山下公園のそば、元町・中華街駅から至近の「横浜人形の家」。「横浜発・世界の人形ふれあいクルーズ」をコンセプトにしている同館では、「青い目の人形」をはじめ、世界中から集められた人形の数々がまさしく異国の歴史と文化を運んでくれます。一方で、企画展示ではトレンド感溢れる取り組みが充実。じっくり回れば回ったぶんだけ新発見がある「横浜人形の家」を、同館広報ご担当の長谷川武史さんに案内していただきました。

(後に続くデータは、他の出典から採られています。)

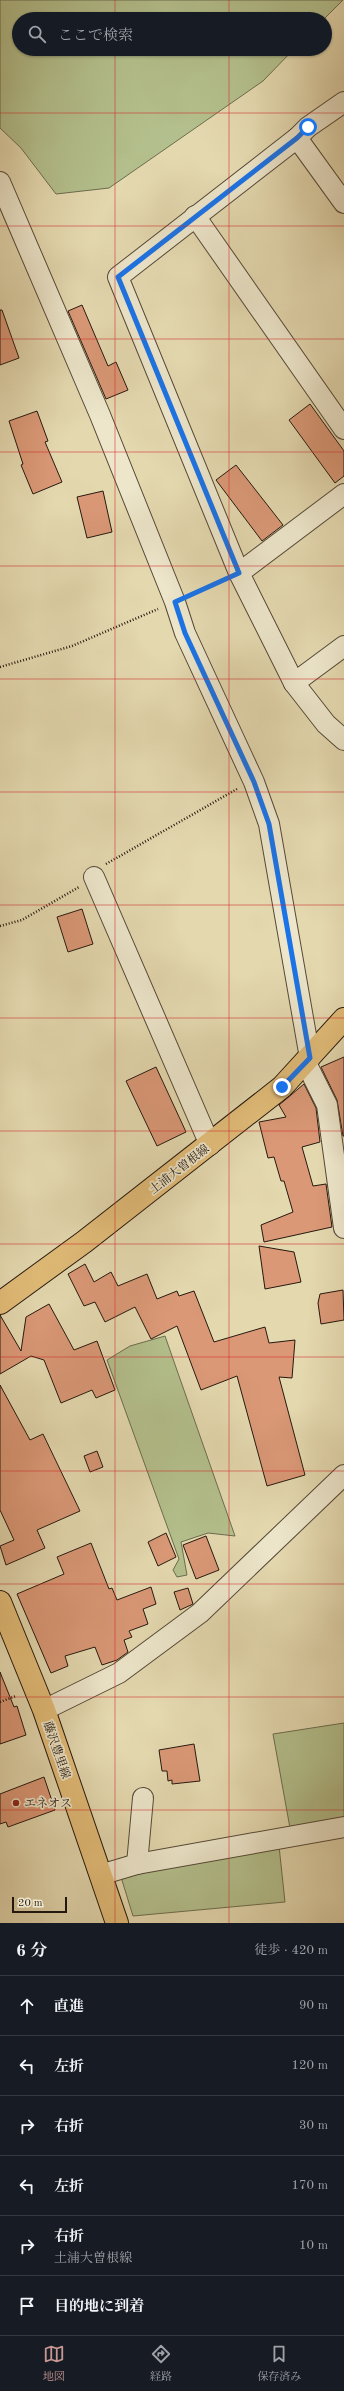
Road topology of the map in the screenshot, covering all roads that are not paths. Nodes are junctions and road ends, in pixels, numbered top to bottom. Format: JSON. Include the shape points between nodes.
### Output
{"nodes":[{"id":1,"x":344,"y":102,"type":"edge"},
{"id":2,"x":297,"y":138,"type":"junction"},
{"id":3,"x":0,"y":182,"type":"edge"},
{"id":4,"x":344,"y":203,"type":"edge"},
{"id":5,"x":195,"y":216,"type":"junction"},
{"id":6,"x":344,"y":429,"type":"edge"},
{"id":7,"x":344,"y":494,"type":"edge"},
{"id":8,"x":239,"y":573,"type":"junction"},
{"id":9,"x":344,"y":646,"type":"edge"},
{"id":10,"x":294,"y":683,"type":"junction"},
{"id":11,"x":344,"y":740,"type":"edge"},
{"id":12,"x":94,"y":877,"type":"road end"},
{"id":13,"x":344,"y":1019,"type":"edge"},
{"id":14,"x":308,"y":1060,"type":"junction"},
{"id":15,"x":210,"y":1145,"type":"junction"},
{"id":16,"x":344,"y":1228,"type":"edge"},
{"id":17,"x":0,"y":1303,"type":"edge"},
{"id":18,"x":344,"y":1475,"type":"edge"},
{"id":19,"x":0,"y":1602,"type":"edge"},
{"id":20,"x":44,"y":1710,"type":"junction"},
{"id":21,"x":143,"y":1798,"type":"dead end"},
{"id":22,"x":344,"y":1827,"type":"edge"},
{"id":23,"x":136,"y":1864,"type":"junction"},
{"id":24,"x":100,"y":1875,"type":"junction"},
{"id":25,"x":117,"y":1923,"type":"edge"}],
"edges":[{"from":1,"to":2,"type":"street","via":[[308,127]]},
{"from":2,"to":4,"type":"street"},
{"from":2,"to":5,"type":"street"},
{"from":3,"to":14,"type":"street","via":[[100,415],[185,633],[254,782],[269,824]]},
{"from":5,"to":6,"type":"street"},
{"from":5,"to":8,"type":"street","via":[[118,277]]},
{"from":7,"to":8,"type":"street"},
{"from":8,"to":10,"type":"street"},
{"from":9,"to":10,"type":"street"},
{"from":10,"to":11,"type":"street","via":[[326,724]]},
{"from":12,"to":15,"type":"street"},
{"from":13,"to":14,"type":"main road","name":"土浦大曽根線"},
{"from":14,"to":15,"type":"main road","name":"土浦大曽根線","via":[[282,1087]]},
{"from":14,"to":16,"type":"street","via":[[327,1105]]},
{"from":15,"to":17,"type":"main road","name":"土浦大曽根線"},
{"from":18,"to":20,"type":"street","via":[[200,1613],[119,1674]]},
{"from":19,"to":20,"type":"main road","name":"藤沢豊里線"},
{"from":20,"to":24,"type":"main road","name":"藤沢豊里線"},
{"from":21,"to":23,"type":"street"},
{"from":22,"to":23,"type":"street"},
{"from":23,"to":24,"type":"street"},
{"from":24,"to":25,"type":"main road","name":"藤沢豊里線"}]}
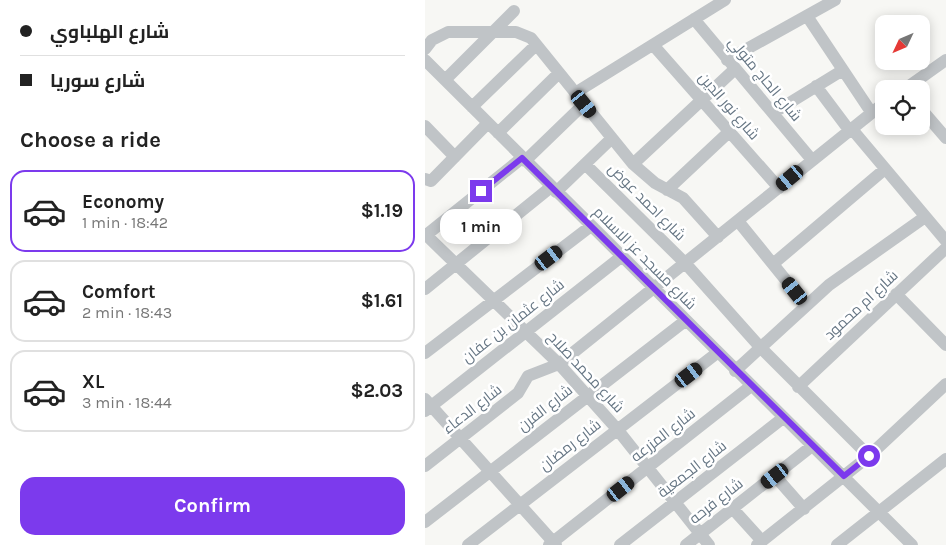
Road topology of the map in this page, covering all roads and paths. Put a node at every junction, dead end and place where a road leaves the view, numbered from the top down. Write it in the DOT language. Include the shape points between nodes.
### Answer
graph roads {
  1 [pos="725,0"];
  2 [pos="827,2"];
  3 [pos="514,11"];
  4 [pos="807,16"];
  5 [pos="694,19"];
  6 [pos="494,31"];
  7 [pos="536,45"];
  8 [pos="654,46"];
  9 [pos="425,49"];
  10 [pos="425,60"];
  11 [pos="946,60"];
  12 [pos="731,64"];
  13 [pos="843,70"];
  14 [pos="559,73"];
  15 [pos="445,80"];
  16 [pos="918,80"];
  17 [pos="816,86"];
  18 [pos="575,93"];
  19 [pos="703,99"];
  20 [pos="584,104"];
  21 [pos="472,108"];
  22 [pos="875,109"];
  23 [pos="871,112"];
  24 [pos="773,113"];
  25 [pos="930,119"];
  26 [pos="488,123"];
  27 [pos="425,126"];
  28 [pos="850,129"];
  29 [pos="730,131"];
  30 [pos="497,133"];
  31 [pos="946,138"];
  32 [pos="611,139"];
  33 [pos="455,157"];
  34 [pos="524,159"];
  35 [pos="812,160"];
  36 [pos="585,164"];
  37 [pos="633,164"];
  38 [pos="885,169"];
  39 [pos="425,179"];
  40 [pos="779,188"];
  41 [pos="553,189"];
  42 [pos="667,190"];
  43 [pos="925,218"];
  44 [pos="738,221"];
  45 [pos="591,226"];
  46 [pos="425,235"];
  47 [pos="718,237"];
  48 [pos="946,241"];
  49 [pos="946,248"];
  50 [pos="621,256"];
  51 [pos="685,264"];
  52 [pos="773,264"];
  53 [pos="455,265"];
  54 [pos="425,289"];
  55 [pos="654,289"];
  56 [pos="897,294"];
  57 [pos="492,300"];
  58 [pos="806,305"];
  59 [pos="685,321"];
  60 [pos="526,331"];
  61 [pos="946,345"];
  62 [pos="760,347"];
  63 [pos="425,353"];
  64 [pos="717,353"];
  65 [pos="559,364"];
  66 [pos="735,370"];
  67 [pos="946,384"];
  68 [pos="751,386"];
  69 [pos="798,386"];
  70 [pos="588,396"];
  71 [pos="427,405"];
  72 [pos="783,418"];
  73 [pos="617,429"];
  74 [pos="461,438"];
  75 [pos="812,446"];
  76 [pos="869,456"];
  77 [pos="946,459"];
  78 [pos="425,466"];
  79 [pos="648,468"];
  80 [pos="491,471"];
  81 [pos="775,476"];
  82 [pos="844,476"];
  83 [pos="675,502"];
  84 [pos="521,504"];
  85 [pos="733,509"];
  86 [pos="804,509"];
  87 [pos="879,512"];
  88 [pos="425,522"];
  89 [pos="700,534"];
  90 [pos="759,543"];
  91 [pos="553,544"];
  92 [pos="468,545"];
  93 [pos="620,545"];
  94 [pos="686,545"];
  95 [pos="709,545"];
  96 [pos="837,545"];
  97 [pos="912,545"];
  1 -- 5 [label="street"];
  2 -- 4 [label="street"];
  3 -- 6 [label="street"];
  4 -- 12 [label="street"];
  4 -- 13 [label="street"];
  5 -- 8 [label="street"];
  5 -- 12 [label="street, شارع الحاج متولي"];
  6 -- 7 [label="street" via="524,34"];
  6 -- 9 [label="street" via="448,32 432,40"];
  6 -- 15 [label="street"];
  7 -- 14 [label="street"];
  7 -- 21 [label="street"];
  8 -- 18 [label="street"];
  8 -- 19 [label="street, شارع نور الدين"];
  10 -- 15 [label="street, شارع مسجد عز الاسلام"];
  11 -- 16 [label="street"];
  12 -- 19 [label="street"];
  12 -- 24 [label="street, شارع الحاج متولي"];
  13 -- 17 [label="street"];
  13 -- 23 [label="street"];
  14 -- 18 [label="street"];
  14 -- 30 [label="street"];
  15 -- 21 [label="street, شارع مسجد عز الاسلام"];
  17 -- 24 [label="street"];
  17 -- 28 [label="street"];
  18 -- 20 [label="street"];
  19 -- 29 [label="street, شارع نور الدين"];
  19 -- 37 [label="street"];
  20 -- 32 [label="street"];
  20 -- 34 [label="street"];
  21 -- 26 [label="street, شارع مسجد عز الاسلام"];
  22 -- 23 [label="street, شارع الدعاء"];
  23 -- 28 [label="street, شارع الدعاء"];
  24 -- 35 [label="street, شارع الحاج متولي"];
  25 -- 31 [label="street"];
  26 -- 30 [label="street, شارع مسجد عز الاسلام"];
  26 -- 33 [label="street"];
  27 -- 33 [label="street"];
  28 -- 35 [label="street, شارع الدعاء"];
  28 -- 38 [label="street"];
  29 -- 40 [label="street, شارع نور الدين"];
  29 -- 42 [label="street"];
  30 -- 34 [label="street, شارع مسجد عز الاسلام"];
  32 -- 36 [label="street"];
  32 -- 37 [label="street"];
  33 -- 39 [label="street" via="434,178"];
  34 -- 41 [label="street, شارع مسجد عز الاسلام"];
  34 -- 46 [label="street"];
  35 -- 40 [label="street, شارع الدعاء"];
  36 -- 41 [label="street"];
  36 -- 51 [label="street, شارع احمد عوض"];
  37 -- 42 [label="street"];
  38 -- 43 [label="street"];
  38 -- 52 [label="street"];
  40 -- 44 [label="street, شارع الدعاء"];
  41 -- 45 [label="street, شارع مسجد عز الاسلام"];
  41 -- 53 [label="street"];
  42 -- 47 [label="street" via="683,198"];
  43 -- 48 [label="street"];
  43 -- 58 [label="street" via="853,266"];
  44 -- 47 [label="street, شارع الدعاء"];
  44 -- 52 [label="street"];
  45 -- 50 [label="street, شارع مسجد عز الاسلام"];
  45 -- 57 [label="street"];
  46 -- 53 [label="street, شارع محمد صلاح"];
  47 -- 51 [label="street, شارع الدعاء"];
  49 -- 56 [label="street, شارع ام محمود"];
  50 -- 55 [label="street, شارع مسجد عز الاسلام"];
  50 -- 60 [label="street, شارع عثمان بن عفان"];
  51 -- 55 [label="street, شارع الدعاء"];
  51 -- 62 [label="street, شارع احمد عوض"];
  52 -- 58 [label="street"];
  53 -- 54 [label="street"];
  53 -- 57 [label="street, شارع محمد صلاح"];
  55 -- 59 [label="street, شارع مسجد عز الاسلام"];
  55 -- 65 [label="street, شارع الدعاء"];
  56 -- 61 [label="street"];
  56 -- 69 [label="street, شارع ام محمود"];
  57 -- 60 [label="street, شارع محمد صلاح"];
  57 -- 63 [label="street"];
  58 -- 62 [label="street"];
  59 -- 64 [label="street, شارع مسجد عز الاسلام"];
  59 -- 70 [label="street, شارع الفرن"];
  60 -- 65 [label="street, شارع محمد صلاح"];
  60 -- 71 [label="street, شارع عثمان بن عفان"];
  62 -- 66 [label="street"];
  62 -- 69 [label="street, شارع احمد عوض"];
  64 -- 66 [label="street, شارع مسجد عز الاسلام"];
  64 -- 73 [label="street, شارع رمضان"];
  65 -- 70 [label="street, شارع محمد صلاح"];
  65 -- 74 [label="street, شارع الدعاء" via="528,376 518,393"];
  66 -- 68 [label="street, شارع مسجد عز الاسلام"];
  67 -- 76 [label="street"];
  68 -- 72 [label="street, شارع مسجد عز الاسلام"];
  68 -- 79 [label="street, شارع المزرعه"];
  69 -- 76 [label="street, شارع احمد عوض"];
  70 -- 73 [label="street, شارع محمد صلاح"];
  70 -- 80 [label="street, شارع الفرن"];
  71 -- 74 [label="street"];
  72 -- 75 [label="street, شارع مسجد عز الاسلام"];
  72 -- 83 [label="street, شارع الجمعية"];
  73 -- 79 [label="street, شارع محمد صلاح"];
  73 -- 84 [label="street, شارع رمضان"];
  74 -- 78 [label="street, شارع الدعاء"];
  74 -- 80 [label="street"];
  75 -- 81 [label="street, شارع فرحه"];
  75 -- 82 [label="street, شارع مسجد عز الاسلام"];
  76 -- 82 [label="street"];
  77 -- 87 [label="street"];
  79 -- 83 [label="street, شارع محمد صلاح"];
  79 -- 91 [label="street, شارع المزرعه"];
  80 -- 84 [label="street"];
  80 -- 88 [label="street, شارع الفرن"];
  81 -- 85 [label="street, شارع فرحه"];
  81 -- 86 [label="street"];
  82 -- 86 [label="street"];
  82 -- 87 [label="street, شارع مسجد عز الاسلام"];
  83 -- 89 [label="street, شارع محمد صلاح"];
  83 -- 93 [label="street, شارع الجمعية"];
  84 -- 91 [label="street"];
  84 -- 92 [label="street, شارع رمضان"];
  85 -- 89 [label="street, شارع فرحه"];
  85 -- 90 [label="street"];
  86 -- 90 [label="street"];
  87 -- 96 [label="street"];
  87 -- 97 [label="street, شارع مسجد عز الاسلام"];
  89 -- 94 [label="street, شارع فرحه"];
  89 -- 95 [label="street, شارع محمد صلاح"];
}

※新型コロナウイルス感染症拡大防止のため、営業時間や店舗情報、サービス内容など掲載情報が変更になる場合があります。詳細は横浜人形の家公式サイトを確認してください。
横浜人形の家とは?
横浜人形の家は、人形専門の博物館です。日本初の女性通訳として活躍した故・大野英子氏が自身の2,000体近くあった人形コレクションを横浜市に寄贈したことをきっかけに、1978年9月、現施設の前身がオープンしました。
大野氏は通訳として活躍した後、創業者・御木本幸吉の秘書兼通訳として御木本真珠(現・株式会社ミキモト)に入社、後年には自身でも真珠店を開店した人物。現地の文化や風俗を窺うことができる人形が好きで、真珠の販売ルートの開拓で各国に出張する度に買い集めていたそうです。そしてその後の所蔵人形数の増加に伴い、1986年6月、現在の場所に「人形の家」を開館。2006年には全面改修工事が行われています。
今や100ヶ国以上、10,000点以上の世界各国の人形を収蔵する国内有数の人形専門の博物館。そのうち、およそ2,500点を入れ替えながら展示しているのだそう。常設展示では日本の人形や世界各国の人形がその歴史とともに紹介されているほか、企画展示も随時開催されています。
横浜人形の家の館内を解説
横浜人形の家の入り口は2階です。
階段を上がると、館内へ続くドアが見えます。
入ると、右手が入館受付。ここでチケットを購入します。
左手にはトイレとロッカーがあります。荷物が多い人は預けると、身軽に回ることができます。
入ってすぐ、最初のエリアは「ノスタルジックハーバー」。
港町である横浜。1859年の開港以来、横浜が国際化していく流れや、人形を通して国際交流があった様子が紹介されています。
まず出迎えてくれるのは、「赤い靴の女の子」。童謡で馴染みの深い『赤い靴』で歌われる女の子をモチーフにした人形です。
アメリカからの青い目の人形(右)と、返礼として日本からアメリカへ送られた市松人形をモチーフに、横浜人形の家開館5周年の記念に制作された人形(中央)。
日米関係の悪化が懸念されていた1927年、親日家のギューリック博士が、民間での国際親善を図るため、日本に人形を贈ることを計画。全米に呼びかけ、「親善人形」として日本の子供たちへ、約12,000体の青い目の人形が届けられました。
その人形の受け入れに奔走したのが、2021年2月~放送されているNHK大河ドラマの主人公で実業家の渋沢栄一です。当時日本国際児童親善会の会長を務めていた渋沢は、返礼として、日本からアメリカへ58体の「答礼人形」を横浜港から贈りました。